前者で使われるのを歩行補助手すり、後者で使われるのを動作補助手すりと呼ぶ。
歩行補助手すりは滑らかに連続した長尺の手すりである。主には、床面と平行の手すりを壁に設置する。
動作補助手すりは短い手すりで、I型手すりとL型手すりに分けられる。I型手すりにはトイレの立ち座りなどの体の上下移動に役立つ縦手すりと、立位、座位の姿勢維持に役立つ横手すりがある。L型手すりは縦手すりと横手すりを組み合わせたものだ。
それぞれ、体を支えたり、姿勢を保持したり、ぐっと掴んで立ち上がったりするためのものである。
歩行補助手すり、動作補助手すりのそれぞれについて、使う人の使いやすさと安全を追求し、様々な形状、材質の手すりが開発されてきた。
動作補助手すりは手をまわしやすい円形の手すりが一般的だ。
歩行補助手すりも円形が一般的だが、円形は握りやすい反面、滑りやすいというデメリットがある。
多角形の方が滑りにくいが、四角形の手すりは握ったときに角が手に食い込んでしまい、痛みを感じることがある。そこで、人が手を丸めた時の形に似ている八角形の手すりが開発された。
他に、手すりに触れる手の表面積が大きくなる楕円形手すりも滑りにくいため歩行補助手すりに適している。
また、手すりに手や肘を押し付けながら歩くことのできる三角形の手すりも開発されている。
形だけでなく、手すり内部の構造や表面の加工にも、驚くべき工夫がなされている。
従来の金属製の手すりは、夏は熱く、冬は冷たくなってしまう上、固く、滑りやすいものだった。

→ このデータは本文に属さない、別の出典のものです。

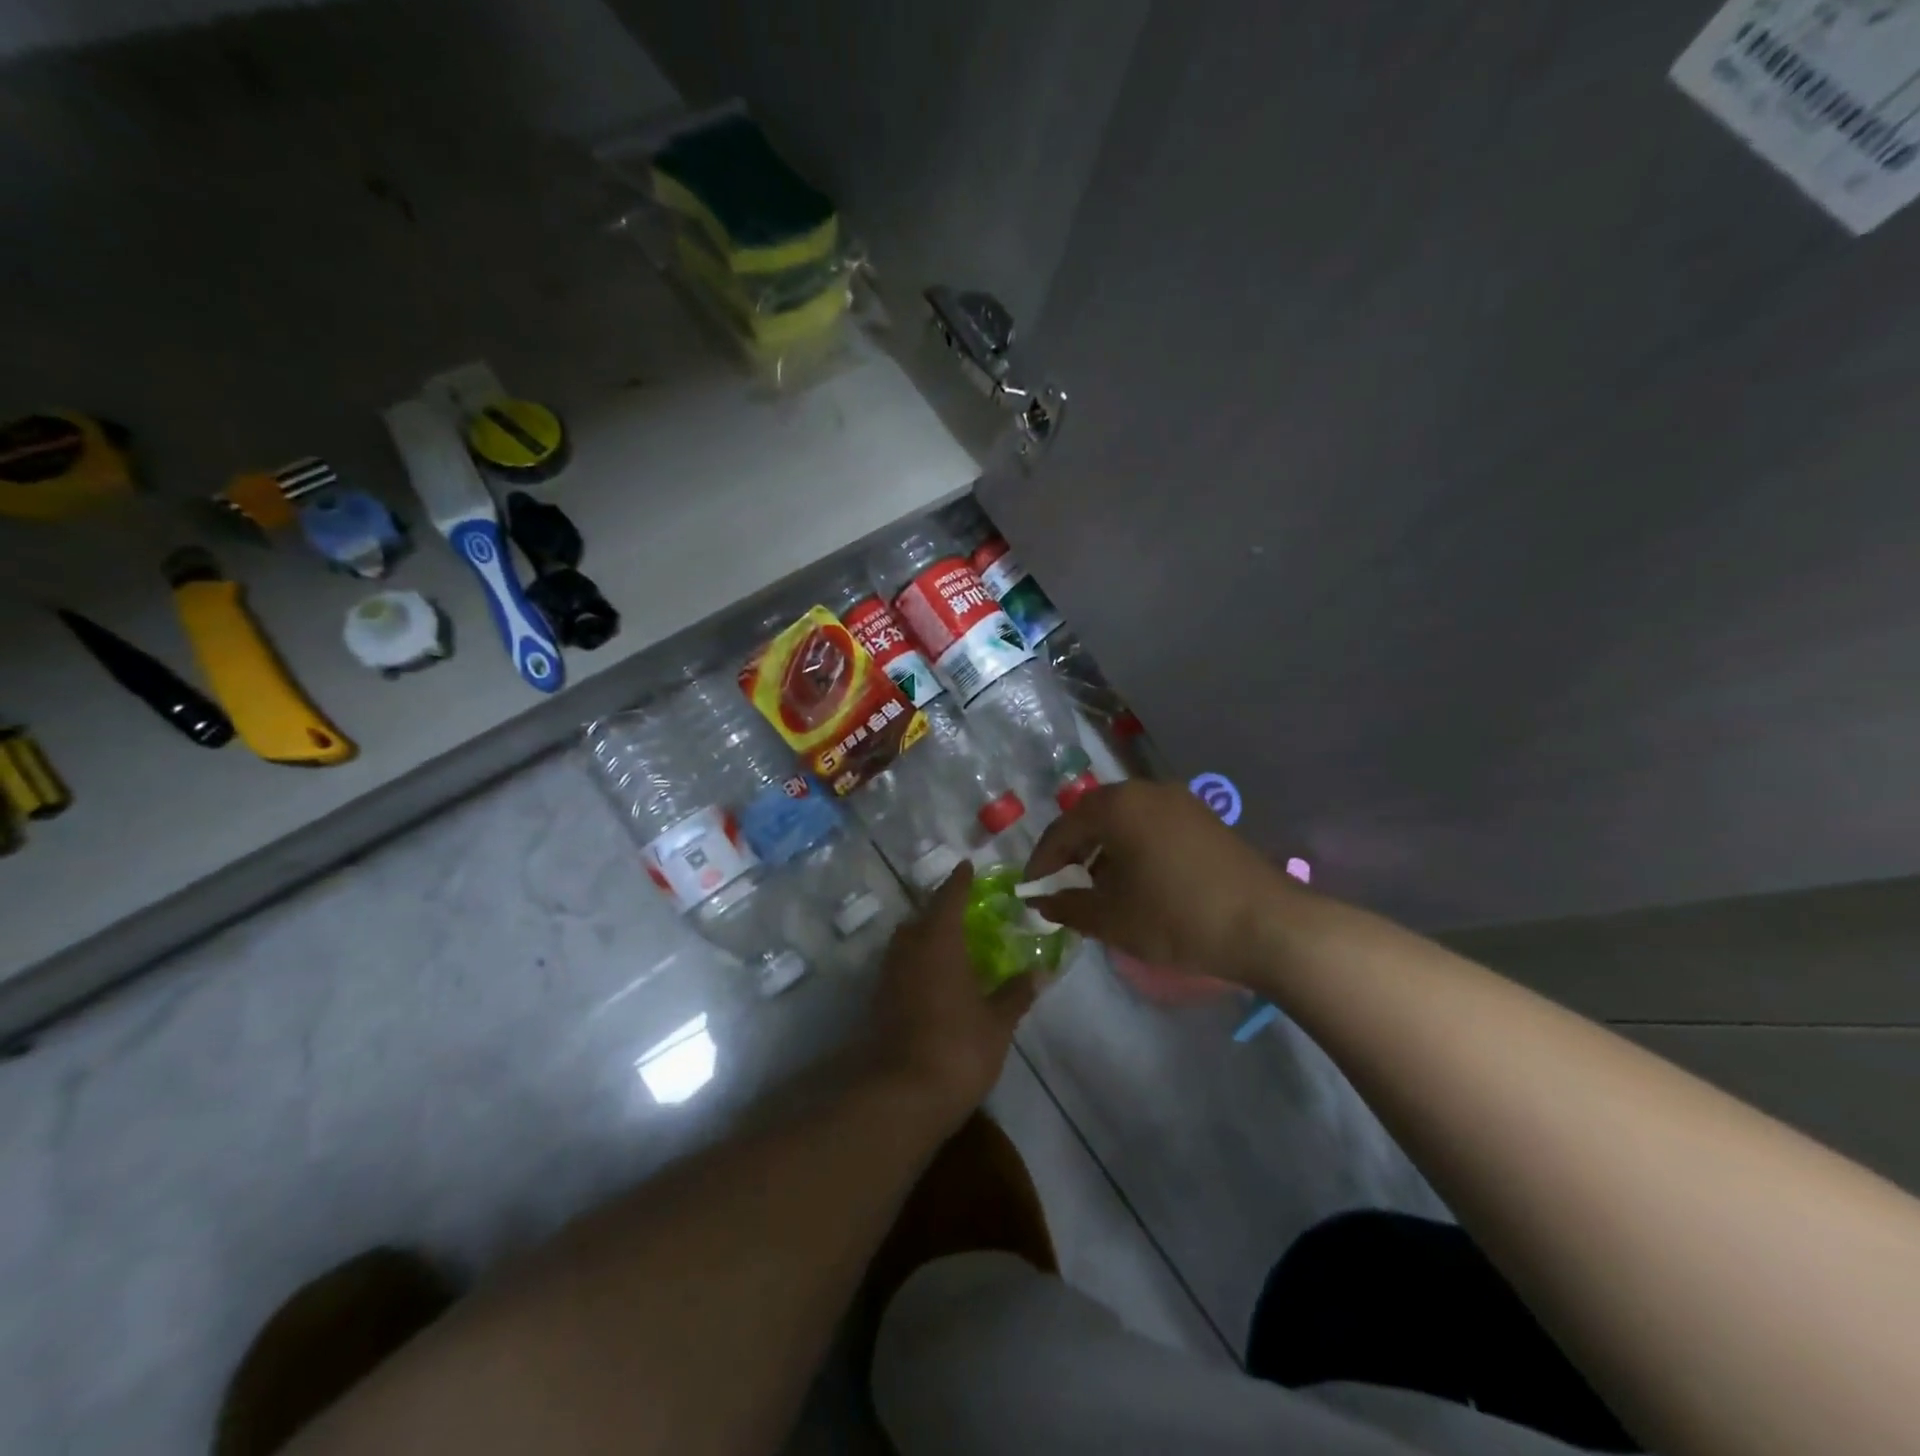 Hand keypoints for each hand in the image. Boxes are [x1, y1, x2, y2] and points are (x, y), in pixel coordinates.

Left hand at [865, 864, 1034, 1122]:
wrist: (901, 1094)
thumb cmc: (957, 1047)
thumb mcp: (997, 1022)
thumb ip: (1016, 993)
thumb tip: (1040, 972)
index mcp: (939, 941)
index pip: (949, 897)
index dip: (959, 881)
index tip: (967, 866)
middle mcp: (909, 949)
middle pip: (922, 917)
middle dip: (940, 909)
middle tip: (963, 909)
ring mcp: (889, 975)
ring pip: (906, 941)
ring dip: (925, 935)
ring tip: (951, 943)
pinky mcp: (880, 1001)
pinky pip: (901, 966)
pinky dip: (917, 962)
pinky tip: (934, 979)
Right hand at [1023, 780, 1302, 978]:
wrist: (1268, 926)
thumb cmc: (1177, 918)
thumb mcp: (1112, 919)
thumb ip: (1067, 906)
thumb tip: (1041, 901)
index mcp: (1117, 806)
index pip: (1063, 828)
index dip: (1042, 860)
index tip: (1031, 890)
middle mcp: (1146, 791)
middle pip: (1093, 816)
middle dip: (1073, 851)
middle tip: (1062, 885)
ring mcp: (1180, 801)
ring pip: (1125, 820)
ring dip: (1104, 849)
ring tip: (1098, 887)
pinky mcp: (1204, 819)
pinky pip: (1152, 825)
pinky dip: (1133, 847)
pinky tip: (1138, 881)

金属を樹脂でコーティングした手すりは握ったときに冷たさ、熱さを感じにくくなる。
さらには、内部材にも軟質樹脂を使うことで、適度な弾力を保ちつつ、まるで人の手を握っているかのような柔らかさを感じることができるものも登場している。これによりユーザーはよりしっかり力強く手すりを握ることが可能になり、より多くの力を手すりにかけることができるようになる。
内部材だけでなく、内部構造でも手すりは進化を遂げている。芯材とその周辺の間に空間を作ることでクッション性を保持しているものも登場した。万一の衝突時も衝撃を和らげることができ安心だ。
また、トイレや浴室などに設置される動作補助手すりは濡れた手で触れられることが多いため、滑りにくくする工夫が必要になる。
握った際の指側の表面にエンボス加工を施すことにより、握り部分が凸凹になり、より滑りにくいものもある。
さらに、手すりの表面に抗菌剤を配合しているものもある。 高温多湿な日本の建物では約57種類の菌が発生するが、その環境下で不特定多数の人に触られる手すりで何が起きるかは容易に想像できるだろう。
抗菌剤を配合することで菌の活動を低下させ増殖を抑制することができる。
現在も手すりは進化し続けており、安心、安全だけでなくデザイン性も求められるようになってきた。
歩行補助手すりには、壁と手すりを接続する金具(ブラケット)がないブラケットレス手すりがある。ブラケットレス手すりはデザインを主張しない手すりとして開発され、どんな壁材にも調和するシンプルなデザインになっている。設置時にも、ブラケット付き手すりと比較して、壁側の補強を避けることのできる場合も多く、取り付けられる場所の選択肢も広い。
さらに、LED照明と組み合わせた歩行補助手すりは、夜間でも安全に歩行することができるだけでなく、美しい空間の演出にも効果的だ。屋外にも設置可能で、夜景スポットに設置されることもある。
手すりの適切な取り付け高さは利用する人によって異なる。本人の使いやすい高さに合わせて75cmから80cmの間に取り付けるのが一般的だ。
設置する壁の具合も重要なポイントで、しっかりとした壁に取り付けなければ逆に危険になってしまう。設置は知識のある専門業者に行ってもらう方が安心ではあるが、最近ではDIYで自分で取り付ける家庭も増えている。
取付自体は簡単で、数時間で完了する。
技術の進歩と研究の積み重ねにより、ただの金属製の手すりはここまで進化していた。
是非、あなただけの1本を見つけていただきたい。